Task details =>
Among the entries below, please show each line that carries the word "COZUMEL".
Start of Provided material
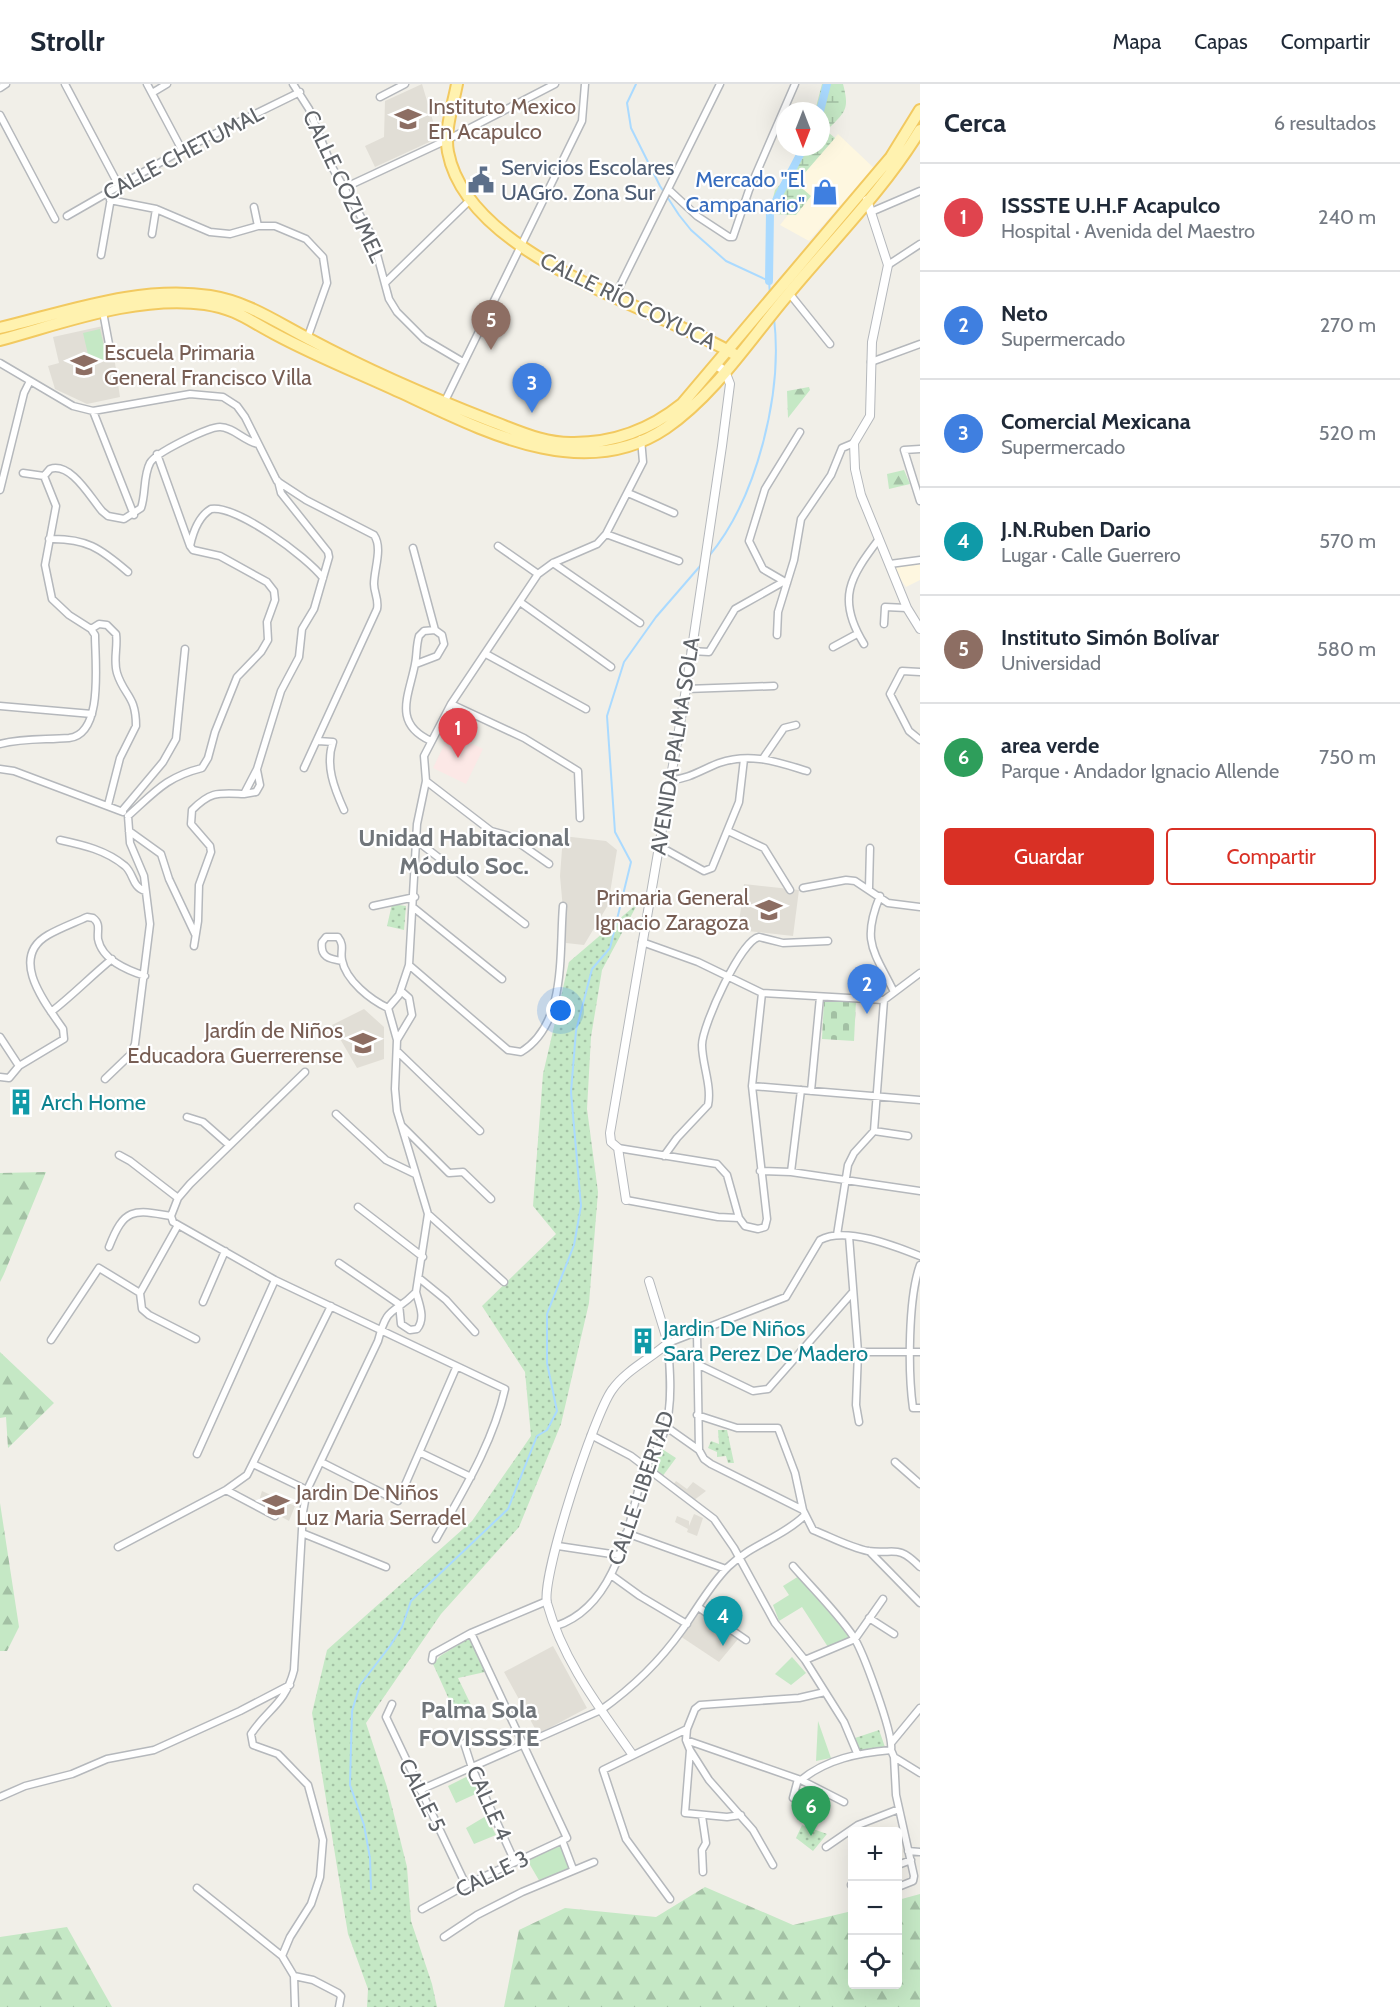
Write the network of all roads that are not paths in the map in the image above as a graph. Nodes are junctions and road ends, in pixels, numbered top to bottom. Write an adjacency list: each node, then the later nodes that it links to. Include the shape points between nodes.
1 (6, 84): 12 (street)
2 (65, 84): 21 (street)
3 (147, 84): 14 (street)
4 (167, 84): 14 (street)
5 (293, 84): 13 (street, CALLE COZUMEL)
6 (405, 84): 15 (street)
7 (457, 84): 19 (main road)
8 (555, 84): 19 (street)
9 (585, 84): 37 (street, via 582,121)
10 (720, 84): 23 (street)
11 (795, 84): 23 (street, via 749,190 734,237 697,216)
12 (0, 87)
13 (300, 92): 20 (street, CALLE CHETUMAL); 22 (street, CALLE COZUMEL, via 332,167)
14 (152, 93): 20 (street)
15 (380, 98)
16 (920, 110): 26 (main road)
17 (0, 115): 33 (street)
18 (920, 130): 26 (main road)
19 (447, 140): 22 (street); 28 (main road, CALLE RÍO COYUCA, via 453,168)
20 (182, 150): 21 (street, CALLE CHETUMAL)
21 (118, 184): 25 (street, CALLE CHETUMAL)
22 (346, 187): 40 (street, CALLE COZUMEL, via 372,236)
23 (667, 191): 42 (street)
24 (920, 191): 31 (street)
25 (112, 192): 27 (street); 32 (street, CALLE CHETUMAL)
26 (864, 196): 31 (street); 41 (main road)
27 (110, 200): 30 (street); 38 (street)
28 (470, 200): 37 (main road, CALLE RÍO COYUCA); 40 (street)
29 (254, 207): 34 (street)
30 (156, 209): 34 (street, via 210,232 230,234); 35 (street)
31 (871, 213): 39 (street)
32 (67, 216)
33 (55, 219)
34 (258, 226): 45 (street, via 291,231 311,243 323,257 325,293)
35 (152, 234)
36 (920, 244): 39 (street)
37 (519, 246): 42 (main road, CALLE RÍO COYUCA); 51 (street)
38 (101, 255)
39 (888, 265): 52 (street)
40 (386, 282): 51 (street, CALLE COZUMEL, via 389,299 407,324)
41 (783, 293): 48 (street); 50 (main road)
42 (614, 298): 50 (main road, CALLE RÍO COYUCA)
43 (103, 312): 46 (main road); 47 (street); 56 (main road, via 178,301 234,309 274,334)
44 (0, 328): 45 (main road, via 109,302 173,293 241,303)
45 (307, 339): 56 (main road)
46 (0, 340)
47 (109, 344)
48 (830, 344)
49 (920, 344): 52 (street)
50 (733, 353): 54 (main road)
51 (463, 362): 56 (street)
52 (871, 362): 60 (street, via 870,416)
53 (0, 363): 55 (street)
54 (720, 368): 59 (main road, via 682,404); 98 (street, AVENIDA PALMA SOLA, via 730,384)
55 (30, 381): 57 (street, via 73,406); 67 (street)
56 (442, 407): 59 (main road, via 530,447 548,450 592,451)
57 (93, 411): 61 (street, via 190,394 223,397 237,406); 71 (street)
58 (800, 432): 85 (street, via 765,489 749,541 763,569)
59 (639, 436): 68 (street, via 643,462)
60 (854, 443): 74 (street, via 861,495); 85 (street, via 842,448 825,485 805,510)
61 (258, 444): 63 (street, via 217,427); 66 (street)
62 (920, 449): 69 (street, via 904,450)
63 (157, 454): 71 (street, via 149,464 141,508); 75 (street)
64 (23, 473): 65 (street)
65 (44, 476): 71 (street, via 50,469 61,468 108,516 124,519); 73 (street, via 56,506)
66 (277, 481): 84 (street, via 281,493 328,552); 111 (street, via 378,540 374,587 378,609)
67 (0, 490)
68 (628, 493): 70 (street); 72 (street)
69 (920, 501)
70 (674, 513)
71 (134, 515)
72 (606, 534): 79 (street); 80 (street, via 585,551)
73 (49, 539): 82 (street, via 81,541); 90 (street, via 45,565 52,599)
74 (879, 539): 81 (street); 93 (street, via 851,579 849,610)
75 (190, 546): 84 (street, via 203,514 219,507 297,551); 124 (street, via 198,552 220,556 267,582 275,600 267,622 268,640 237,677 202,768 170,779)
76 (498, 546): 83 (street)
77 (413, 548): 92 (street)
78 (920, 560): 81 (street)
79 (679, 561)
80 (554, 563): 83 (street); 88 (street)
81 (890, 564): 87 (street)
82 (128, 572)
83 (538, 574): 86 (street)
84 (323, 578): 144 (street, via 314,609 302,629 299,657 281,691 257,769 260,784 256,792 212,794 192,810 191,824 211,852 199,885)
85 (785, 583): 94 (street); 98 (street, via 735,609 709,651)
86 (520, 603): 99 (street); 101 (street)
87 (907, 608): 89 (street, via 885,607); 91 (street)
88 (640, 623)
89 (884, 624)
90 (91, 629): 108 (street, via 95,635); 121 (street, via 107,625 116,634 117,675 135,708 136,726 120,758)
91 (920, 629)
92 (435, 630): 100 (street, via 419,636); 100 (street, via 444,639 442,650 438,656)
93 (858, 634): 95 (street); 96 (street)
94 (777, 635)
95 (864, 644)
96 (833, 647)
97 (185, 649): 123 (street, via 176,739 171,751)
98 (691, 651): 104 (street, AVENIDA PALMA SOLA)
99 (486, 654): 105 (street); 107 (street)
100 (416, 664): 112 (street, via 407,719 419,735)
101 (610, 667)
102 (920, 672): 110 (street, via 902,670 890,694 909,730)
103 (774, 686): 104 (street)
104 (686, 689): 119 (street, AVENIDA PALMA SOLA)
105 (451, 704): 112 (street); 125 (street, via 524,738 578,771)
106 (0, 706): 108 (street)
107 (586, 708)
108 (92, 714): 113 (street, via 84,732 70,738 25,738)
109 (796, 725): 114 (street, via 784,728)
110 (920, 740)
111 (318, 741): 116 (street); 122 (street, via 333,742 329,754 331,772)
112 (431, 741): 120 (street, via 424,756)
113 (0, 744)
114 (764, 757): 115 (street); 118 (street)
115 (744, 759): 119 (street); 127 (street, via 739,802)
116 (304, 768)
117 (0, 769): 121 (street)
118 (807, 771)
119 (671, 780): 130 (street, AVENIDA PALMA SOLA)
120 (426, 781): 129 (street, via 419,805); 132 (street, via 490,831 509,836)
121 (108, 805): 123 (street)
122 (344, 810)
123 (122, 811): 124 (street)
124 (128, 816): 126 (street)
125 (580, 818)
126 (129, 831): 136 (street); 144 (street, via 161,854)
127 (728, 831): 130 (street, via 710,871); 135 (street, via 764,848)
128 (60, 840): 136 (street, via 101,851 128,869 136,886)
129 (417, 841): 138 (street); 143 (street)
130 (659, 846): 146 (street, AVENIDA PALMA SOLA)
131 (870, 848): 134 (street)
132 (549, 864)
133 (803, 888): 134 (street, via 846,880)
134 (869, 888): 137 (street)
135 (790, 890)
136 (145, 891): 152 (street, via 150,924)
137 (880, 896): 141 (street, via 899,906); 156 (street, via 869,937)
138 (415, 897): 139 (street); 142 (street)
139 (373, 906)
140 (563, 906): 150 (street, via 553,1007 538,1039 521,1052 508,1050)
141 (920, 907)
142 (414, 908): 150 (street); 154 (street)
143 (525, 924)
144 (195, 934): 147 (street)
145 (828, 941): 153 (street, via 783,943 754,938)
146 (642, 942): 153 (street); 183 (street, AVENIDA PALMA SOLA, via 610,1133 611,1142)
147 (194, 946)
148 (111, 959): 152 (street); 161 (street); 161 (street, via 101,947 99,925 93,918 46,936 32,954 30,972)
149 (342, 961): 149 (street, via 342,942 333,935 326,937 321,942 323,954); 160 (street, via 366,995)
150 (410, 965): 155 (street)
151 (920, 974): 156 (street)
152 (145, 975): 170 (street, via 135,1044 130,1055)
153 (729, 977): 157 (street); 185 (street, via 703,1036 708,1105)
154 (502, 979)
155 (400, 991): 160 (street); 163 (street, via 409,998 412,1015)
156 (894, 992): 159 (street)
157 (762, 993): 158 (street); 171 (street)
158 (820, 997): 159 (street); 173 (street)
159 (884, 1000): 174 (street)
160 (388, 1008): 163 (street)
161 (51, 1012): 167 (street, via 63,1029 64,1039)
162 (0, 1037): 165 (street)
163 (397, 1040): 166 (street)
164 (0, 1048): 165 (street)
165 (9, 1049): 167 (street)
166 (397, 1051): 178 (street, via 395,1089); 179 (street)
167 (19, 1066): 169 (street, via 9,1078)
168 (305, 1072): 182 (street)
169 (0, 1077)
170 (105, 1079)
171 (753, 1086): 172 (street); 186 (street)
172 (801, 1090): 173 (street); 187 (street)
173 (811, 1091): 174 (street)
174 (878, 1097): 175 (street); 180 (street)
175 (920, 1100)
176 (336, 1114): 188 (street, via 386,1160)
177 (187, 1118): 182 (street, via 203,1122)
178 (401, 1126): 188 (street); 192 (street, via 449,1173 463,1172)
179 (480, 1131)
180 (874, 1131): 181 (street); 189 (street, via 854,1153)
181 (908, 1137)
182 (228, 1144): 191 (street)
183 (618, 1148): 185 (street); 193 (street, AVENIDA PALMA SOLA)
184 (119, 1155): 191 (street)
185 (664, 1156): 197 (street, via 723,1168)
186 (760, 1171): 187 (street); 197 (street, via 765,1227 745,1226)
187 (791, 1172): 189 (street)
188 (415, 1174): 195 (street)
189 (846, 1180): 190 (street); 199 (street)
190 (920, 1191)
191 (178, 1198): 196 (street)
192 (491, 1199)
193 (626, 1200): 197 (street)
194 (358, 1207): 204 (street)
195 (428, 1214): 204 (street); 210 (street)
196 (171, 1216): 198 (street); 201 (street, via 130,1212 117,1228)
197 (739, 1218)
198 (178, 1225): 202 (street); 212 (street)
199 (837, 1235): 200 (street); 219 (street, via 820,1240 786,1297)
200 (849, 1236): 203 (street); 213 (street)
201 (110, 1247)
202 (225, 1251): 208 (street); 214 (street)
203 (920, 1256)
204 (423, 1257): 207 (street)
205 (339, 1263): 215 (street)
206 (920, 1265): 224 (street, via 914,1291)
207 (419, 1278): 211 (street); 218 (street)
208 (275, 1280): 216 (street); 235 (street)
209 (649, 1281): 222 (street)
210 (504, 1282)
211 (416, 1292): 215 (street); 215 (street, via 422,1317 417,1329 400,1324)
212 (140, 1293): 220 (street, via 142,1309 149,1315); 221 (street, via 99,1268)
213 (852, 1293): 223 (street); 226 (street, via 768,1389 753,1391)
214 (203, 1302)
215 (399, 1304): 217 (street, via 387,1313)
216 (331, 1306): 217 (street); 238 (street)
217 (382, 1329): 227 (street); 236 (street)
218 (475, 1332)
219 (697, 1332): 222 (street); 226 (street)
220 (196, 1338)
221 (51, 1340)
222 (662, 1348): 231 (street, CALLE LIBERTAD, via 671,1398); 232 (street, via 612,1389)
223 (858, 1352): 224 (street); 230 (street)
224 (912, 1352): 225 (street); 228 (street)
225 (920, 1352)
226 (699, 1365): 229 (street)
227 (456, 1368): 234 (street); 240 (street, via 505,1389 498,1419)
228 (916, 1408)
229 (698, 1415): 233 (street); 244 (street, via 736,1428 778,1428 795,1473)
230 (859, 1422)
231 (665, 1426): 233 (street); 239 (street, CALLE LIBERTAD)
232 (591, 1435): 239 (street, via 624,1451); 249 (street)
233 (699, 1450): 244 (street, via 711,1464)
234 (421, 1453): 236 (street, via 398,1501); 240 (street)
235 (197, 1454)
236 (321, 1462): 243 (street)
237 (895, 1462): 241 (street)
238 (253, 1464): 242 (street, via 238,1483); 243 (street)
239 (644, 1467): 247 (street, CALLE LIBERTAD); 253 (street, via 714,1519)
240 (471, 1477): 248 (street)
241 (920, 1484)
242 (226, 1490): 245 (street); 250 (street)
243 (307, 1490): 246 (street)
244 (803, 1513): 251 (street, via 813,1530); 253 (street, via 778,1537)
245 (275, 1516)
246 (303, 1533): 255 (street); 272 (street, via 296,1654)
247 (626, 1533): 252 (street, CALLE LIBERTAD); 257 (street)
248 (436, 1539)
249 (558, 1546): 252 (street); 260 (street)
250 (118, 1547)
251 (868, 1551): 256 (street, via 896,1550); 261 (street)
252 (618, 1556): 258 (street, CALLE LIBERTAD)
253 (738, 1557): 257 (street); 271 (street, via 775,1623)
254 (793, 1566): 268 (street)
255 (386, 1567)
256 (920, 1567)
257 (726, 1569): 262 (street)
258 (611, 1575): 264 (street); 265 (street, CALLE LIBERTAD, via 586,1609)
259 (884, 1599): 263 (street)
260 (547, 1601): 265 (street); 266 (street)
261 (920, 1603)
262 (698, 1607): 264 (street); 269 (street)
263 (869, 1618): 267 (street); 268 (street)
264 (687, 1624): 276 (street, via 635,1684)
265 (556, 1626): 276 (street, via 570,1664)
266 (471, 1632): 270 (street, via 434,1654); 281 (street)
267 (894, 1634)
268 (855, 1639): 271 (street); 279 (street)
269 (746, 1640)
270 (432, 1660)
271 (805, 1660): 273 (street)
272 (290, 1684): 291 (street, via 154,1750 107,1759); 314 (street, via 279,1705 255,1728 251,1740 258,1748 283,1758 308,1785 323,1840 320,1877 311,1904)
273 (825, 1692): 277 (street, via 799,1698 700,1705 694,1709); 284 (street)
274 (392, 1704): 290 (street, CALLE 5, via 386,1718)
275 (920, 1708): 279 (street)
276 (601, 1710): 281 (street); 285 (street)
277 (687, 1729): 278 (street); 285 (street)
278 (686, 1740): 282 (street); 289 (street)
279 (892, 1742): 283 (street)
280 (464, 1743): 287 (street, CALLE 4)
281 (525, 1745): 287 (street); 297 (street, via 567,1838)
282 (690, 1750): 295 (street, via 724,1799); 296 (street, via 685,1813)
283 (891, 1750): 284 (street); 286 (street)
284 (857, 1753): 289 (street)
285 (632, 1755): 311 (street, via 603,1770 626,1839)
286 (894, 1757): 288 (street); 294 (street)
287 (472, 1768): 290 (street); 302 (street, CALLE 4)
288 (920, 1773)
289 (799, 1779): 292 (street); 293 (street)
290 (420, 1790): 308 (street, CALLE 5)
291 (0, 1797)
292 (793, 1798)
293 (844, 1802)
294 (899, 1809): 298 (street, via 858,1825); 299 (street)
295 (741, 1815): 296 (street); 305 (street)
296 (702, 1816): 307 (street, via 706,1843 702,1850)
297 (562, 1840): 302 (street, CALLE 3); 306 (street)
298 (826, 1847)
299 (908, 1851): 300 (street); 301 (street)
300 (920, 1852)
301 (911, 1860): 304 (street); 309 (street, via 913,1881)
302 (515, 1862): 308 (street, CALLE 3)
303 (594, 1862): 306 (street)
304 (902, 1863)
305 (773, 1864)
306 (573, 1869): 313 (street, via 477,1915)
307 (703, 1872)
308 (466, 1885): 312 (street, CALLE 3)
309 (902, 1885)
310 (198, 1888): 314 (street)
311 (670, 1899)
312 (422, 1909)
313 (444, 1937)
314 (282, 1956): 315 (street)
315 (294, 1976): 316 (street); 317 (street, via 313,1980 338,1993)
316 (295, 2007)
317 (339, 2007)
End of Provided material
Answer space =>
5 (293, 84): 13 (street, CALLE COZUMEL)
13 (300, 92): 20 (street, CALLE CHETUMAL); 22 (street, CALLE COZUMEL, via 332,167)
22 (346, 187): 40 (street, CALLE COZUMEL, via 372,236)
40 (386, 282): 51 (street, CALLE COZUMEL, via 389,299 407,324)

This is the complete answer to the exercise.